L’édito de Mgr de Sinety du 5 septembre 2019
« On peut aussi ne voir les choses que sous l’angle du problème et se laisser ainsi entraîner à une morosité qui n’augure rien de bon. Mais on peut aussi s’émerveiller de la manière dont certains, face aux épreuves, œuvrent avec vigueur pour la justice et la vérité. ». À écouter cette semaine : « Deux façons d’envisager sa rentrée ! ». Mgr Benoist de Sinety, vicaire général, donne son regard sur l’actualité au micro de RCF.
En jonglant avec les week-ends et les jours fériés, nous voici tentés de faire de ces douze prochains mois un magnifique aqueduc à force d’y additionner les ponts en tous genres ! Nous voilà bien, à peine rentrés et déjà obligés de nous creuser la tête pour calculer nos prochains jours de repos !
Il faut dire qu’entre les promesses de faillite généralisée, au milieu des incendies d’Amazonie et d’Afrique subsaharienne, on peut se sentir un peu plombés par l’actualité. On peut aussi ne voir les choses que sous l’angle du problème et se laisser ainsi entraîner à une morosité qui n’augure rien de bon.
Mais on peut aussi s’émerveiller de la manière dont certains, face aux épreuves, loin de se laisser abattre, œuvrent avec vigueur pour la justice et la vérité. A deux reprises hier j’en ai eu l’occasion : d’abord en discutant avec un ami de longue date. Prêtre indien, il ne se résout pas à ce que dans l’Eglise de son pays le système des castes puisse perdurer. Comment des catholiques peuvent ils en exclure d’autres sous le prétexte qu’ils seraient Intouchables ? Comment faire bouger les choses dans son Eglise et d’abord dans le clergé ? Il frappe à toutes les portes, réfléchit, interpelle, ne se décourage pas.

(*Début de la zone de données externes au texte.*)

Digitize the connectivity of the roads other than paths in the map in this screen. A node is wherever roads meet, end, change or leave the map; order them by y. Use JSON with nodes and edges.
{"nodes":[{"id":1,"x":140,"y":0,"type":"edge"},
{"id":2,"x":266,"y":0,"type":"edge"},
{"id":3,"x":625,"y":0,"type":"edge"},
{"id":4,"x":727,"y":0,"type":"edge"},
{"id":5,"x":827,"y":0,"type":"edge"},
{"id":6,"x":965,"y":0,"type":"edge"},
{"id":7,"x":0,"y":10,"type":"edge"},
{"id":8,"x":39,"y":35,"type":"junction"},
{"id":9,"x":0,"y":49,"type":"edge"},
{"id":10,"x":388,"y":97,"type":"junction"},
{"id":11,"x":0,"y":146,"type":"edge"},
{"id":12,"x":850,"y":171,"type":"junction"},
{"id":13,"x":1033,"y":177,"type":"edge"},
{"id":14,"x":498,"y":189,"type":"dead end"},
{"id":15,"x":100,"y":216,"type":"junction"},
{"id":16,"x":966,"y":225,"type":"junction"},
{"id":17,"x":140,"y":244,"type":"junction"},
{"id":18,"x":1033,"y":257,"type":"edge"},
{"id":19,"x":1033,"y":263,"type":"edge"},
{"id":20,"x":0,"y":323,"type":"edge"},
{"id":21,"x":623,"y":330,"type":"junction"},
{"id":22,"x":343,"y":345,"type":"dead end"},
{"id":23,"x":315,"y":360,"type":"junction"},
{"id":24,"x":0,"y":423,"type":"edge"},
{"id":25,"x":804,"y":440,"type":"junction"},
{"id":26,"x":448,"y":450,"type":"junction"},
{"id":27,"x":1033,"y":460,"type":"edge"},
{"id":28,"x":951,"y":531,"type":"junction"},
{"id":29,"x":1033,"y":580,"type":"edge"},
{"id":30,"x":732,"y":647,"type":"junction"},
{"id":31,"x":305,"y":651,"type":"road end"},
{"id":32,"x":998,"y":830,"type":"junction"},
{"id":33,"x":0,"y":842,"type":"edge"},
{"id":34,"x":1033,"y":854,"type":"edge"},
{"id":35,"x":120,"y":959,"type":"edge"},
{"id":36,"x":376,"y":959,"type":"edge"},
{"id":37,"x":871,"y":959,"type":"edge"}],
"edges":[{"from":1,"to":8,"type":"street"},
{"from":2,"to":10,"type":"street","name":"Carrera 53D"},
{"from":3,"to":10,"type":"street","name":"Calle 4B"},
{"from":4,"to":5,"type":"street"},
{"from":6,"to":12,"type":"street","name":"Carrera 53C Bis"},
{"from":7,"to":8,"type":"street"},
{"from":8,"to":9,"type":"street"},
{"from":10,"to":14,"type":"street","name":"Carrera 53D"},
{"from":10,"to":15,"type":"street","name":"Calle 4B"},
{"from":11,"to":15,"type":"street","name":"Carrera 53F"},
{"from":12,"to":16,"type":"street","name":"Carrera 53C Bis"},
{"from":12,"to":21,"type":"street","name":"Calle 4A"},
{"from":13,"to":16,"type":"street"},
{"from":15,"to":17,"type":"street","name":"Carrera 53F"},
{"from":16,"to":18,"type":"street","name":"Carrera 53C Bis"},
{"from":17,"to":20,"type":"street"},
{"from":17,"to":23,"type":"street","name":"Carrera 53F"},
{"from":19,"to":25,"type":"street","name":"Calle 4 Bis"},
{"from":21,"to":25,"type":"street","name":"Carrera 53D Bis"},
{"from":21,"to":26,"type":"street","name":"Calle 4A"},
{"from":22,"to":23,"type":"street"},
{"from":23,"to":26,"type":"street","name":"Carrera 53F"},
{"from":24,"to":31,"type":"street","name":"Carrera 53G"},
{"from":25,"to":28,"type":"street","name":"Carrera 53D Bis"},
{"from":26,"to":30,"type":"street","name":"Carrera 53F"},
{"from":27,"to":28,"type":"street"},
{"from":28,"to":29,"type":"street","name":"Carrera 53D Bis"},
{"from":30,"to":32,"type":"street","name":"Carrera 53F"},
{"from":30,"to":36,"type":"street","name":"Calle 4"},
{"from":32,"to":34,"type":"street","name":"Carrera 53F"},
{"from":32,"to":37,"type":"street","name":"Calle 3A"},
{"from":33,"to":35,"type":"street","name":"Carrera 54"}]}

Et puis ce fut un autre prêtre, rentré de plusieurs années en Afrique du Sud qui me décrit les tensions très vives entre les plus pauvres : ceux du pays et ceux qui arrivent des pays voisins comme le Congo ou le Zimbabwe. Et de me raconter la manière que les paroisses ont, de jeter des ponts et créer des passerelles entre communautés afin que la violence et la haine n’y étouffent pas la foi.
Et comment ne pas penser à ce qui se joue en ce moment même à Hong Kong ? Entre une chef de l’exécutif, catholique, et des manifestants épris de liberté ? Elle qui reconnait que "pour un chef de l’exécutif, avoir plongé Hongkong dans cet immense chaos est impardonnable. Simplement impardonnable" et qui ajoute : "si je pouvais, la première chose que je ferais serait de partir, après avoir présenté mes plus profondes excuses". Eux qui reprennent en foule des chants de paix parmi lesquels le fameux "Sing Alleluia to the Lord !". Nul ne sait ce qu’il adviendra à l’autre bout du monde. Mais ce qui y est semé par ces paroles et par ces chants ne pourra pas être durablement étouffé.
Alors, nous pensons en ce début septembre aux ponts à bricoler pour prévoir nos vacances, pensons aussi à ceux, tellement plus utiles et vitaux, qu’il nous faut risquer de bâtir pour que, chez nous, dans les mois à venir, les hommes choisissent de se parler plutôt que de s’invectiver. Prenons le temps de construire la paix avant de mettre nos énergies à rêver notre confort.